Brooklyn really asserts itself - architecturally, at any rate - in the
area surrounding
Prospect Park. A cab ride from downtown Manhattan (about $10) or the #1 or #2 train
to Grand Army Plaza is well worth the price to see some excellent urban
planning and a lovely green space in the middle of it all.
Explore Prospect Park District and around
Brooklyn Botanical Gardens
1000 Washington Ave. April-Sept Tues-Fri 8am-6pm, Sat & Sun 10am-6pm;
Oct-March Tues-Fri 8am-4.30pm, Sat & Sun 10am-4.30pm; $3, free Tues &
Sat before noon; tel 718/623-7200, www.bbg.org. #1 or #2 to Eastern
Parkway-Brooklyn Museum.
One
of the most enticing park spaces in the city, the Brooklyn Botanical
Gardens , just south of the Brooklyn Museum, is smaller and more
immediately likeable than its more celebrated rival in the Bronx, and
makes for a relaxing place to unwind after a couple of hours in the
museum next door.

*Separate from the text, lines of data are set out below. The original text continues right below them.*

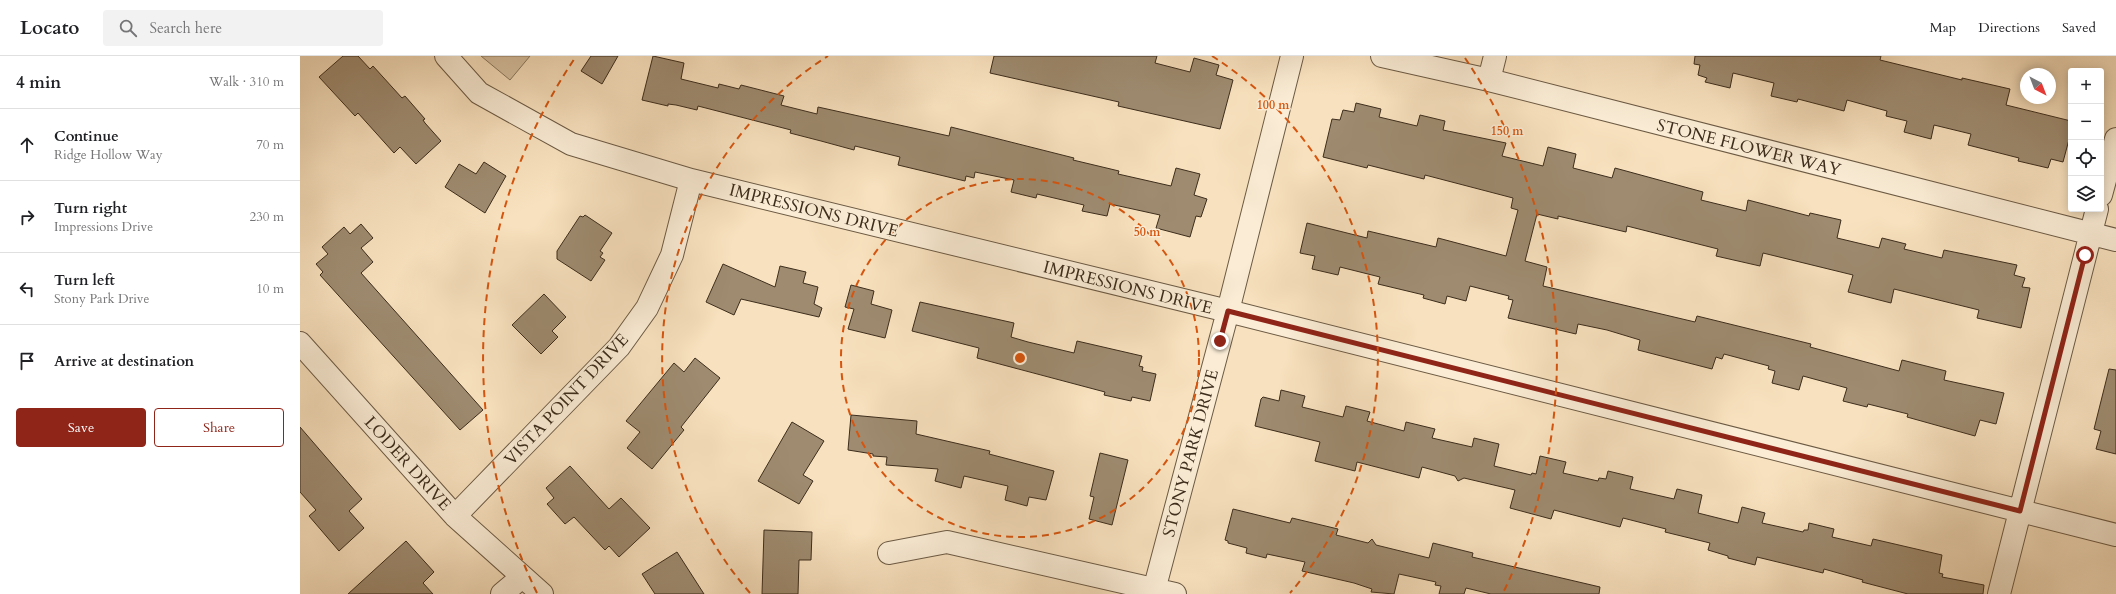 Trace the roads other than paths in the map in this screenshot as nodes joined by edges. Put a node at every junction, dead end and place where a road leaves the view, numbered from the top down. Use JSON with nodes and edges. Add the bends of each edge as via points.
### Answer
{"nodes":[{"id":1,"x":446,"y":56,"type":"edge"},
{"id":2,"x":1292,"y":56,"type":"edge"},
{"id":3,"x":1382,"y":56,"type":"edge"},
{"id":4,"x":1495,"y":56,"type":"edge"},
{"id":5,"x":1489,"y":80,"type":"junction"},
{"id":6,"x":2116,"y":139,"type":"edge"},
{"id":7,"x":691,"y":180,"type":"junction"},
{"id":8,"x":2104,"y":184,"type":"edge"},
{"id":9,"x":2096,"y":212,"type":"edge"},
{"id":10,"x":2091,"y":234,"type":"junction"},
{"id":11,"x":2116,"y":240,"type":"edge"},
{"id":12,"x":1228,"y":311,"type":"junction"},
{"id":13,"x":300,"y":343,"type":"edge"},
{"id":14,"x":2020,"y":511,"type":"junction"},
{"id":15,"x":455,"y":516,"type":"junction"},
{"id":16,"x":2116,"y":535,"type":"edge"},
{"id":17,"x":889,"y":553,"type":"dead end"},
{"id":18,"x":522,"y":576,"type":"junction"},
{"id":19,"x":1154,"y":591,"type":"edge"},
{"id":20,"x":502,"y":594,"type":"edge"},
{"id":21,"x":542,"y":594,"type":"edge"},
{"id":22,"x":1175,"y":594,"type":"edge"},
{"id":23,"x":1999,"y":594,"type":"edge"}],
"edges":[{"from":1,"to":7,"type":"street","name":"IMPRESSIONS DRIVE","via":[[479,93],[571,144]]},
{"from":2,"to":12,"type":"street","name":"STONY PARK DRIVE"},
{"from":3,"to":5,"type":"street","name":"STONE FLOWER WAY"},
{"from":4,"to":5,"type":"street"},
{"from":5,"to":10,"type":"street","name":"STONE FLOWER WAY"},
{"from":6,"to":8,"type":"street"},
{"from":7,"to":12,"type":"street","name":"IMPRESSIONS DRIVE"},
{"from":7,"to":15,"type":"street","name":"VISTA POINT DRIVE","via":[[672,255],[642,315],[620,347]]},
{"from":9,"to":10,"type":"street"},
{"from":10,"to":11,"type":"street","name":"STONE FLOWER WAY"},
{"from":10,"to":14,"type":"street"},
{"from":12,"to":14,"type":"street","name":"IMPRESSIONS DRIVE"},
{"from":12,"to":19,"type":"street","name":"STONY PARK DRIVE"},
{"from":13,"to":15,"type":"street","name":"LODER DRIVE"},
{"from":14,"to":16,"type":"street","name":"IMPRESSIONS DRIVE"},
{"from":14,"to":23,"type":"street"},
{"from":15,"to":18,"type":"street","name":"LODER DRIVE"},
{"from":17,"to":19,"type":"street","via":[[948,542]]},
{"from":18,"to":20,"type":"street"},
{"from":18,"to":21,"type":"street","name":"LODER DRIVE"},
{"from":19,"to":22,"type":"street"}]}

Some 12,000 plants from around the world occupy 52
acres of manicured terrain. Sumptuous, but not overplanted, it offers a
Rose Garden, Japanese Garden, a Shakespeare Garden (laid out with plants
mentioned in the Bard's plays), the Celebrity Path (a winding walk
studded with leaf-shaped plaques that honor Brooklyn's famous), and some
delightful lawns draped with weeping willows and beds of flowering
shrubs. A conservatory houses, among other things, the country's largest
collection of bonsai, and a gift shop stocks a wide array of exotic
plants, bulbs and seeds.
Brooklyn Museum of Art
200
Eastern Parkway. Wed-Fri 10am-5pm, Sat & Sun 11am-6pm, first Sat of
every month 11am-11pm; $6, $3 students; tel 718/638-5000,
www.brooklynart.org. #1 or #2 to Eastern Parkway-Brooklyn Museum.
The
second-largest art museum in New York City, the Brooklyn Museum of
Art seems doomed to stand in the shadow of the Met. A trip through
the museum, one of the largest US art museums, with 1.5 million objects
in its collection and five floors of exhibits , requires
considerable selectivity. The permanent collection includes Egyptian,
Classical and Ancient Middle Eastern Art; Arts of Africa, the Pacific
and the Americas; Decorative Arts; Costumes and Textiles; Painting,
Sculpture, Prints, Drawings and Photography; and 28 evocative period
rooms , ranging from an early American farmhouse to a
nineteenth-century Moorish castle.
Look in on the American and European Painting and Sculpture galleries
on the top story, which progress from eighteenth-century portraits -
including one of George Washington by Gilbert Stuart - and
bucolic paintings by members of the Hudson River School to works
by Winslow Homer and John Singer Sargent to pieces by
Charles Sheeler and Georgia O'Keefe . A handful of paintings
by European artists - Degas, Cezanne, Toulouse-Lautrec, Monet and
Dufy , among others - are also displayed, although nothing here
approaches their best work. You will also find a large collection of
Rodin sculptures. The museum's gift shop sells genuine ethnic items
from around the world at reasonable prices.
Grand
Army Plaza
Laid out in the late nineteenth century, Central Park architects Robert
Law Olmsted and Calvert Vaux designed Grand Army Plaza as a
dramatic approach to their newly completed Prospect Park. The triumphal
Soldiers and Sailors' Memorial Arch , which you can climb during
spring and autumn (weekends only), was designed in 1892 by John Duncan
in tribute to the triumph of the north in the Civil War.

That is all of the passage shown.